Meltdown and Spectre + KVM + Virtualizor

Umair · March 2018

Hello,

Just wondering if anyone here has updated their KVM node with latest Kernel and has seen any issue or any performance issues. Etc etc

I am running an older kernel (CentOS 7.3) and have not updated in a while. But I don't run a vps business either.

Just wondering if its safe to yum update.

Thanks

spectraip · March 2018

I have updated all my servers - no problems with it.

vish · March 2018

Performance hit is real, about 11% for me. I recommend you update with a solid backup in place

BlaZe · March 2018

Did it as soon as the proper patch came out.

What metrics did you considered for measuring the performance? please tell us so that we can try to replicate.

Umair · March 2018

@vish said:
Performance hit is real, about 11% for me. I recommend you update with a solid backup in place

How you came up with 11% there ??
Ie did you monitor it closely ?? (before and after patch ??)

Have any graphs to share ?

Also did you guys tweak anything specific after the patch ???

vish · March 2018

The 11% is ballpark based on casual observation of execution times before and after the updates. I don’t have any solid numbers or graphs unfortunately but if you google for it you should find my results are within two standard deviations of the common scenario

randvegeta · March 2018

Meh. Not a huge difference. But VPS nodes rarely seem to be limited by CPU power. The bottleneck is usually the disk and RAM. CPU idles most of the time (unless you'v got dreaded miners on your node!).

Nothing significant.

Clouvider · March 2018

@vish said:
The 11% is ballpark based on casual observation of execution times before and after the updates. I don’t have any solid numbers or graphs unfortunately but if you google for it you should find my results are within two standard deviations of the common scenario

So how did you come up with precisely 11% if you have no solid numbers ?

vish · March 2018

@Clouvider said:

@vish said:
The 11% is ballpark based on casual observation of execution times before and after the updates. I don’t have any solid numbers or graphs unfortunately but if you google for it you should find my results are within two standard deviations of the common scenario

So how did you come up with precisely 11% if you have no solid numbers ?

It was the average between my ballparks

adamluk · March 2018

@vish said:

@Clouvider said:

@vish said:
The 11% is ballpark based on casual observation of execution times before and after the updates. I don’t have any solid numbers or graphs unfortunately but if you google for it you should find my results are within two standard deviations of the common scenario

So how did you come up with precisely 11% if you have no solid numbers ?
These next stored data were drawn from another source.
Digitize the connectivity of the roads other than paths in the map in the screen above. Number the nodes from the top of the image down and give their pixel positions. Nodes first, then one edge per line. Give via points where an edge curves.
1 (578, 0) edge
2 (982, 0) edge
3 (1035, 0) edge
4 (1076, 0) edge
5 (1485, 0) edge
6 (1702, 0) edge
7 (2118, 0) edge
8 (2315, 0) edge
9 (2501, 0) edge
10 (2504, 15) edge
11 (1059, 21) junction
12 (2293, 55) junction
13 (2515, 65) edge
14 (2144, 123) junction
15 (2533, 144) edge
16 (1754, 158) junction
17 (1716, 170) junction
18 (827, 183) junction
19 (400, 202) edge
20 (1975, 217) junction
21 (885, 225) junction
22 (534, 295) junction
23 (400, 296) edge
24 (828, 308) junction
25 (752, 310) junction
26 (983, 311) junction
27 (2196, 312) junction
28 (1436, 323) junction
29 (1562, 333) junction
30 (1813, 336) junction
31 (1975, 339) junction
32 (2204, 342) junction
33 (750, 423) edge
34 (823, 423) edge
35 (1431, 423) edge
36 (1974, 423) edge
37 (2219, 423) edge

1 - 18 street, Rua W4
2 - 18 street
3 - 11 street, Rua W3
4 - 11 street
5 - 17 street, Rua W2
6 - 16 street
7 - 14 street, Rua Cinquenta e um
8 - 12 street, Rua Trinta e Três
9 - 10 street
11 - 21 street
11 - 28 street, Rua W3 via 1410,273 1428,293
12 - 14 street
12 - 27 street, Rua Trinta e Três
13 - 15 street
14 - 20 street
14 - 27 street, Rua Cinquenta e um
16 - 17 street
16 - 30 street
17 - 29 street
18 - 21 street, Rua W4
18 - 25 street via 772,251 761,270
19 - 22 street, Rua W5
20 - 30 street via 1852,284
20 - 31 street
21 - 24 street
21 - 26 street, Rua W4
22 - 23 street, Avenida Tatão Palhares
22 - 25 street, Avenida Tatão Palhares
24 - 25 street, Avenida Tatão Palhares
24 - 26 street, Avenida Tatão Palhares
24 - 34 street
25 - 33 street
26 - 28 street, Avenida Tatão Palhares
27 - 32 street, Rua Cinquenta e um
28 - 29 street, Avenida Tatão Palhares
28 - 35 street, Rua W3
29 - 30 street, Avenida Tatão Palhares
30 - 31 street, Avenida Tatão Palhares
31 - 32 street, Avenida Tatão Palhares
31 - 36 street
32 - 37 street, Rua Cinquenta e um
It was the average between my ballparks

LowEndStatistics.

eva2000 · March 2018

randvegeta said: Meh. Not a huge difference. But VPS nodes rarely seem to be limited by CPU power. The bottleneck is usually the disk and RAM. CPU idles most of the time (unless you'v got dreaded miners on your node!).

Nothing significant.

Not entirely true there is a concrete impact on disk performance too though varies with the cpu family used and disk configuration.

Umair said: I am running an older kernel (CentOS 7.3) and have not updated in a while. But I don't run a vps business either.

Just wondering if its safe to yum update.

You do realise what you're saying ? Your system is currently vulnerable to Metldown/Spectre and you're wondering if you should fix that vulnerability !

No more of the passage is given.